Tetratricopeptide repeat protein 8 (IPR028796)

Short name: BBS8

Overlapping homologous superfamilies

Family relationships



Tetratricopeptide repeat protein 8 (TTC8, also known as BBS8) is part of the BBSome complex (BBS1, BBS2, BBS4, BBS5, BBS7, BBS8/TTC8, BBS9 and BBIP10), which is thought to function as a coat complex required for sorting of specific membrane proteins to the primary cilia [PMID: 17574030]. The ciliary trafficking function of the BBSome is regulated by LZTFL1 (Leucine-zipper transcription factor-like 1) [PMID: 22072986].

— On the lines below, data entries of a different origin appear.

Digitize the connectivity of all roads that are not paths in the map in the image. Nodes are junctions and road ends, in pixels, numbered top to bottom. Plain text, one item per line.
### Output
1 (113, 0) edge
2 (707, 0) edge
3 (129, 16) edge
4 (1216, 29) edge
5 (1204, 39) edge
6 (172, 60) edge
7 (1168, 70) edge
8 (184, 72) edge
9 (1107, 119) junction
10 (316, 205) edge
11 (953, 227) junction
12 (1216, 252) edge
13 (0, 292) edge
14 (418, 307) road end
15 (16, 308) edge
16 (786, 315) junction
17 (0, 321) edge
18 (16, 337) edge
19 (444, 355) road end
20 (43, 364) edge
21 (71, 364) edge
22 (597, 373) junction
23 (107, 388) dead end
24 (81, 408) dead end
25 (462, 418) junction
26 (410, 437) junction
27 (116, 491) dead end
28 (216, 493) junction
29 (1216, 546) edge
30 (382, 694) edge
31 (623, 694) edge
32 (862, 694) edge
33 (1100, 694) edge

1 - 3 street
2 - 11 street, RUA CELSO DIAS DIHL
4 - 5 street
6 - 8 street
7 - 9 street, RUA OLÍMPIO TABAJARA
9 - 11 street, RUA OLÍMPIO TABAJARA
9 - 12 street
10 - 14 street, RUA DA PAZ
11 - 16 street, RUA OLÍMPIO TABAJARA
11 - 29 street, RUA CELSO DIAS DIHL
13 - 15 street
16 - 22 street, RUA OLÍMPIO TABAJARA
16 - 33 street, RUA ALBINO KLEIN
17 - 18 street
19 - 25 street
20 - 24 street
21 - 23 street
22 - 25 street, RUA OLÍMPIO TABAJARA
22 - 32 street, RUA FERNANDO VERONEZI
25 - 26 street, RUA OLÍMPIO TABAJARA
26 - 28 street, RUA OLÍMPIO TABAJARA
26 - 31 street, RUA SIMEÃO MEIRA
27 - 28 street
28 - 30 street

Primary cilia are ubiquitous cellular appendages that provide important sensory and signalling functions and their dysfunction underlies numerous human genetic disorders. The proteins disrupted in the human ciliary disorder Bardet-Biedl syndrome (BBS) are required for the localisation of G protein-coupled receptors to primary cilia on central neurons. The alteration of signalling caused by mislocalisation of ciliary signalling proteins underlies the BBS phenotype [PMID: 18334641]. BBS8 is one of the genes involved in BBS. A splice-site mutation in TTC8/BBS8 is also known to cause nonsyndromic retinitis pigmentosa (RP) [PMID: 20451172].

GO terms

Biological Process

GO:1905515 non-motile cilium assembly

Molecular Function

No terms assigned in this category.

Cellular Component

GO:0034464 BBSome

Contributing signatures

Signatures from InterPro member databases are used to construct an entry.